> _What this task involves_: With the images set aside, retype every record below character for character.

> _Data under study_:
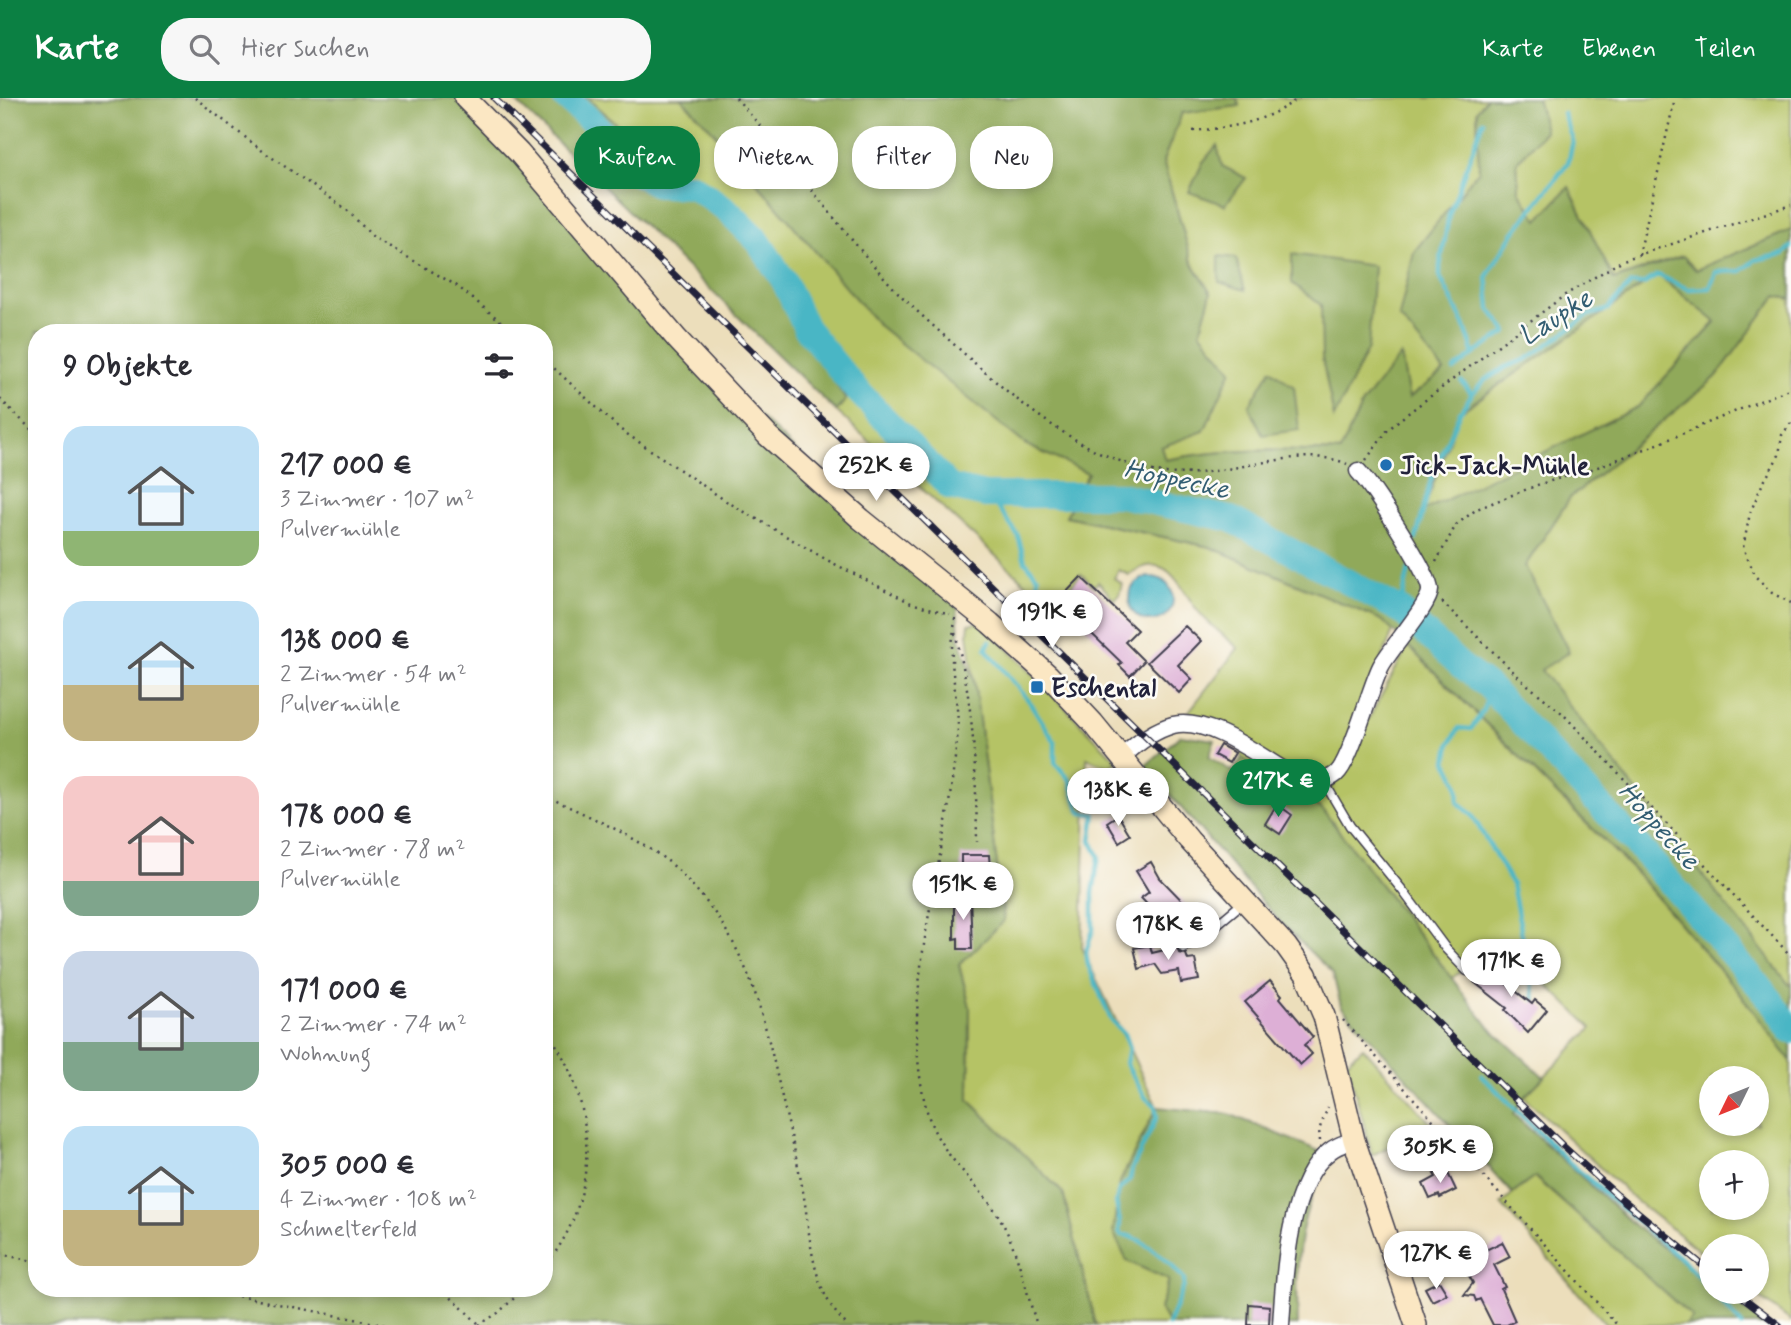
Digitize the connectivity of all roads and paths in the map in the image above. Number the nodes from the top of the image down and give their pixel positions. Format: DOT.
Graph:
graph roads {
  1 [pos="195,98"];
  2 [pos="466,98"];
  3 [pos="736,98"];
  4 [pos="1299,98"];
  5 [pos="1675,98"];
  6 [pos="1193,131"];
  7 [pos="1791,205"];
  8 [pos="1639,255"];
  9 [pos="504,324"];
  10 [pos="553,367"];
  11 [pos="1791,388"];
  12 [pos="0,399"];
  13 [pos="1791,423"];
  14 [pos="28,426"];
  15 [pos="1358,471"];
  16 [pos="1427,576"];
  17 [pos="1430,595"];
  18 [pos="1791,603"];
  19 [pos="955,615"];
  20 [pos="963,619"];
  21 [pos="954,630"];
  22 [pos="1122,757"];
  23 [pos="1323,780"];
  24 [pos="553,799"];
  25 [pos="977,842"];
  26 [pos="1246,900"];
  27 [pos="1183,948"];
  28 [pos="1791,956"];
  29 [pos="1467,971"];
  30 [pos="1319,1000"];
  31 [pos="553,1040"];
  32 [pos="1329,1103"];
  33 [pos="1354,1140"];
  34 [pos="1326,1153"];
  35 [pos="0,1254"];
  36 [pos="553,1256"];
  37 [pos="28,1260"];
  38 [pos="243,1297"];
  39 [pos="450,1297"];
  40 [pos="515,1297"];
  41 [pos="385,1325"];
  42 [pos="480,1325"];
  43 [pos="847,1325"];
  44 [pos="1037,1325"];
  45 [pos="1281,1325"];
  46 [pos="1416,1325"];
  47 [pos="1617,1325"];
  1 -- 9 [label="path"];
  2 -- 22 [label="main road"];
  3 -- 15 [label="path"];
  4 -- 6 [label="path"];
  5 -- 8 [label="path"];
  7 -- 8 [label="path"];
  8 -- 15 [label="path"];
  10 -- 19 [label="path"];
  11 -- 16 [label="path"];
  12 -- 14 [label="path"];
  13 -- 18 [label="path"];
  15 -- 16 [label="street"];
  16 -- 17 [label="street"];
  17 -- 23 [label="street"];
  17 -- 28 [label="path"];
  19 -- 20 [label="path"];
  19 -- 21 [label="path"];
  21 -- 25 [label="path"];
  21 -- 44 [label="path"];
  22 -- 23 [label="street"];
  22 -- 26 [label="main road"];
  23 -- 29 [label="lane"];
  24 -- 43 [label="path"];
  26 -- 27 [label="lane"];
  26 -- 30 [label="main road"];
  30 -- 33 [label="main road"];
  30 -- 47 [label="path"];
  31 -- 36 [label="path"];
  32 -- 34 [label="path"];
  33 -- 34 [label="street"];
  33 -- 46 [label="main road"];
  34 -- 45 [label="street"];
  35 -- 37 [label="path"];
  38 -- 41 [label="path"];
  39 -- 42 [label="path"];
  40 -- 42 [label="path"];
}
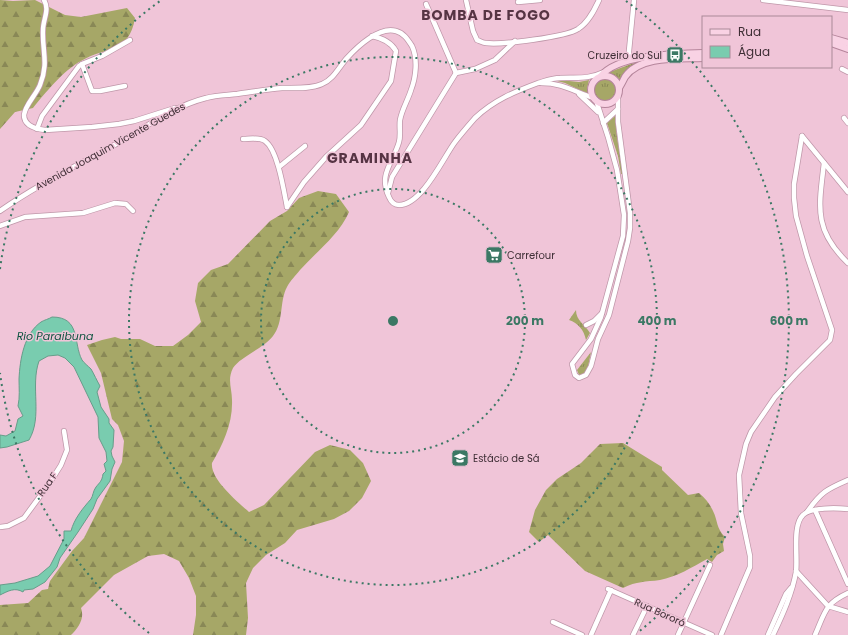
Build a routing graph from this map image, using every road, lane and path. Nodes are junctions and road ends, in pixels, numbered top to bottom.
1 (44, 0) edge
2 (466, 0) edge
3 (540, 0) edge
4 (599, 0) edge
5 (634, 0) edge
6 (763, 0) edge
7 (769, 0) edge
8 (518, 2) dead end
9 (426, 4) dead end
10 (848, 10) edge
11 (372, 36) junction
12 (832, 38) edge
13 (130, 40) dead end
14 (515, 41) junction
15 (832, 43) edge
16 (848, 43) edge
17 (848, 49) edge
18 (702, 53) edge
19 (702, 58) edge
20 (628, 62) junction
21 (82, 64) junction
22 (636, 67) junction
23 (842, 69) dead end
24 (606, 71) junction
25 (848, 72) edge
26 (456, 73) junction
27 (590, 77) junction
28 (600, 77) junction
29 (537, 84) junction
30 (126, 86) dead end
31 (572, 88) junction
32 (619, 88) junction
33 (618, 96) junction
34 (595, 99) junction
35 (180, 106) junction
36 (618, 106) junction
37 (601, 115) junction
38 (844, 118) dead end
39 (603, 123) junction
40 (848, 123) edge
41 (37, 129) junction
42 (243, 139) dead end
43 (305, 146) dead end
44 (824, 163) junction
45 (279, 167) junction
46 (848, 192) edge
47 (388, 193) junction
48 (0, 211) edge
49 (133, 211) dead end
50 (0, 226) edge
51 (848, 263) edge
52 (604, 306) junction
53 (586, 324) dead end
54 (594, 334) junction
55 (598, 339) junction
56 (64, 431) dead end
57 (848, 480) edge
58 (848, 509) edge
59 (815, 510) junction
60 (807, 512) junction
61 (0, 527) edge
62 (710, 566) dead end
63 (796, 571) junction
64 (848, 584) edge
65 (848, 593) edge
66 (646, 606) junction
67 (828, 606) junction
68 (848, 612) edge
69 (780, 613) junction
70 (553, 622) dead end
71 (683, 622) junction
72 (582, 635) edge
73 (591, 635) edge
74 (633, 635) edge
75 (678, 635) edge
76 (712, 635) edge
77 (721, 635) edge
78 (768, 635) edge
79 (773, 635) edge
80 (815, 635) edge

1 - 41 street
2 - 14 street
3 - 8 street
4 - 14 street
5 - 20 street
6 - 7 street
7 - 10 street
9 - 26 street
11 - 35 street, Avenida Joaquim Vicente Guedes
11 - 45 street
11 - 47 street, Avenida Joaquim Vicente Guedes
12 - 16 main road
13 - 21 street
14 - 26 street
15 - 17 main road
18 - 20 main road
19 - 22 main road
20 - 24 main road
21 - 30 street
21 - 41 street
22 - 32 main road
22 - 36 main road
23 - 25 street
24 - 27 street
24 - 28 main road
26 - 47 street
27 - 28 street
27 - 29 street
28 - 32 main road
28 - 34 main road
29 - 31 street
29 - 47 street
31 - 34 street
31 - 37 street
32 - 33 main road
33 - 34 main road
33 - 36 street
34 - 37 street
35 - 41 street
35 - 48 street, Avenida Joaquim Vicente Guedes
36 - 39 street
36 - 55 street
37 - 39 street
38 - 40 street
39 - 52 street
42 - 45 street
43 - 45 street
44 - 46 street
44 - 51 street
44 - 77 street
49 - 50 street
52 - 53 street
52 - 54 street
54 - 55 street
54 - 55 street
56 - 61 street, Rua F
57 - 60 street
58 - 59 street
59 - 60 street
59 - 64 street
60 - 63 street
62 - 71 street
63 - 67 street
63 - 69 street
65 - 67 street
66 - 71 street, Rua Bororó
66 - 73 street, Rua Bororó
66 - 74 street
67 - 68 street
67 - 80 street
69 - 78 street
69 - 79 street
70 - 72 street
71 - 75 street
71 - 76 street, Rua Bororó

> _The answer_:
Digitize the connectivity of all roads and paths in the map in the image above. Number the nodes from the top of the image down and give their pixel positions. Format: DOT.
Graph:
graph roads {
  1 [pos="195,98"];
  2 [pos="466,98"];
  3 [pos="736,98"];
  4 [pos="1299,98"];
  5 [pos="1675,98"];
  6 [pos="1193,131"];
  7 [pos="1791,205"];
  8 [pos="1639,255"];
  9 [pos="504,324"];
  10 [pos="553,367"];
  11 [pos="1791,388"];
  12 [pos="0,399"];
  13 [pos="1791,423"];
  14 [pos="28,426"];
  15 [pos="1358,471"];
  16 [pos="1427,576"];
  17 [pos="1430,595"];
  18 [pos="1791,603"];
  19 [pos="955,615"];
  20 [pos="963,619"];
  21 [pos="954,630"];
  22 [pos="1122,757"];
  23 [pos="1323,780"];
  24 [pos="553,799"];
  25 [pos="977,842"];
  26 [pos="1246,900"];
  27 [pos="1183,948"];
  28 [pos="1791,956"];
  29 [pos="1467,971"];
  30 [pos="1319,1000"];
  31 [pos="553,1040"];
  32 [pos="1329,1103"];
  33 [pos="1354,1140"];
  34 [pos="1326,1153"];
  35 [pos="0,1254"];
  36 [pos="553,1256"];
  37 [pos="28,1260"];
  38 [pos="243,1297"];
  39 [pos="450,1297"];
  40 [pos="515,1297"];
  41 [pos="385,1325"];
  42 [pos="480,1325"];
  43 [pos="847,1325"];
  44 [pos="1037,1325"];
  45 [pos="1281,1325"];
  46 [pos="1416,1325"];
  47 [pos="1617,1325"];
  1 -- 9 [label="path"];
  2 -- 22 [label="main road"];
  3 -- 15 [label="path"];
  4 -- 6 [label="path"];
  5 -- 8 [label="path"];
  7 -- 8 [label="path"];
  8 -- 15 [label="path"];
  10 -- 19 [label="path"];
  11 -- 16 [label="path"];
  12 -- 14 [label="path"];
  13 -- 18 [label="path"];
  15 -- 16 [label="street"];
  16 -- 17 [label="street"];
  17 -- 23 [label="street"];
  17 -- 28 [label="path"];
  19 -- 20 [label="path"];
  19 -- 21 [label="path"];
  21 -- 25 [label="path"];
  21 -- 44 [label="path"];
  22 -- 23 [label="street"];
  22 -- 26 [label="main road"];
  23 -- 29 [label="lane"];
  24 -- 43 [label="path"];
  26 -- 27 [label="lane"];
  26 -- 30 [label="main road"];
  30 -- 33 [label="main road"];
  30 -- 47 [label="path"];
  31 -- 36 [label="path"];
  32 -- 34 [label="path"];
  33 -- 34 [label="street"];
  33 -- 46 [label="main road"];
  34 -- 45 [label="street"];
  35 -- 37 [label="path"];
  38 -- 41 [label="path"];
  39 -- 42 [label="path"];
  40 -- 42 [label="path"];
}
Build a routing graph from this map image, using every road, lane and path. Nodes are junctions and road ends, in pixels, numbered top to bottom.
1 (44, 0) edge
2 (466, 0) edge
3 (540, 0) edge
4 (599, 0) edge
5 (634, 0) edge
6 (763, 0) edge
7 (769, 0) edge
8 (518, 2) dead end
9 (426, 4) dead end
10 (848, 10) edge
11 (372, 36) junction
12 (832, 38) edge
13 (130, 40) dead end
14 (515, 41) junction
15 (832, 43) edge
16 (848, 43) edge
17 (848, 49) edge
18 (702, 53) edge
19 (702, 58) edge
20 (628, 62) junction
21 (82, 64) junction
22 (636, 67) junction
23 (842, 69) dead end
24 (606, 71) junction
25 (848, 72) edge
26 (456, 73) junction
27 (590, 77) junction
28 (600, 77) junction
29 (537, 84) junction
30 (126, 86) dead end
31 (572, 88) junction
32 (619, 88) junction
33 (618, 96) junction
34 (595, 99) junction
35 (180, 106) junction
36 (618, 106) junction
37 (601, 115) junction
38 (844, 118) dead end
39 (603, 123) junction
40 (848, 123) edge
41 (37, 129) junction
42 (243, 139) dead end
43 (305, 146) dead end
44 (824, 163) junction
45 (279, 167) junction
46 (848, 192) edge
47 (388, 193) junction
48 (0, 211) edge
49 (133, 211) dead end
50 (0, 226) edge
51 (848, 263) edge
52 (604, 306) junction
53 (586, 324) dead end
54 (594, 334) junction
55 (598, 339) junction
56 (64, 431) dead end
57 (848, 480) edge
58 (848, 509) edge
59 (815, 510) junction
60 (807, 512) junction
61 (0, 527) edge
62 (710, 566) dead end
63 (796, 571) junction
64 (848, 584) edge
65 (848, 593) edge
66 (646, 606) junction
67 (828, 606) junction
68 (848, 612) edge
69 (780, 613) junction
70 (553, 622) dead end
71 (683, 622) junction
72 (582, 635) edge
73 (591, 635) edge
74 (633, 635) edge
75 (678, 635) edge
76 (712, 635) edge
77 (721, 635) edge
78 (768, 635) edge
79 (773, 635) edge
80 (815, 635) edge

1 - 41 street
2 - 14 street
3 - 8 street
4 - 14 street
5 - 20 street
6 - 7 street
7 - 10 street
9 - 26 street
11 - 35 street, Avenida Joaquim Vicente Guedes
11 - 45 street
11 - 47 street, Avenida Joaquim Vicente Guedes
12 - 16 main road
13 - 21 street
14 - 26 street
15 - 17 main road
18 - 20 main road
19 - 22 main road
20 - 24 main road
21 - 30 street
21 - 41 street
22 - 32 main road
22 - 36 main road
23 - 25 street
24 - 27 street
24 - 28 main road
26 - 47 street
27 - 28 street
27 - 29 street
28 - 32 main road
28 - 34 main road
29 - 31 street
29 - 47 street
31 - 34 street
31 - 37 street
32 - 33 main road
33 - 34 main road
33 - 36 street
34 - 37 street
35 - 41 street
35 - 48 street, Avenida Joaquim Vicente Guedes
36 - 39 street
36 - 55 street
37 - 39 street
38 - 40 street
39 - 52 street
42 - 45 street
43 - 45 street
44 - 46 street
44 - 51 street
44 - 77 street
49 - 50 street
52 - 53 street
52 - 54 street
54 - 55 street
54 - 55 street
56 - 61 street, Rua F
57 - 60 street
58 - 59 street
59 - 60 street
59 - 64 street
60 - 63 street
62 - 71 street
63 - 67 street
63 - 69 street
65 - 67 street
66 - 71 street, Rua Bororó
66 - 73 street, Rua Bororó
66 - 74 street
67 - 68 street
67 - 80 street
69 - 78 street
69 - 79 street
70 - 72 street
71 - 75 street
71 - 76 street, Rua Bororó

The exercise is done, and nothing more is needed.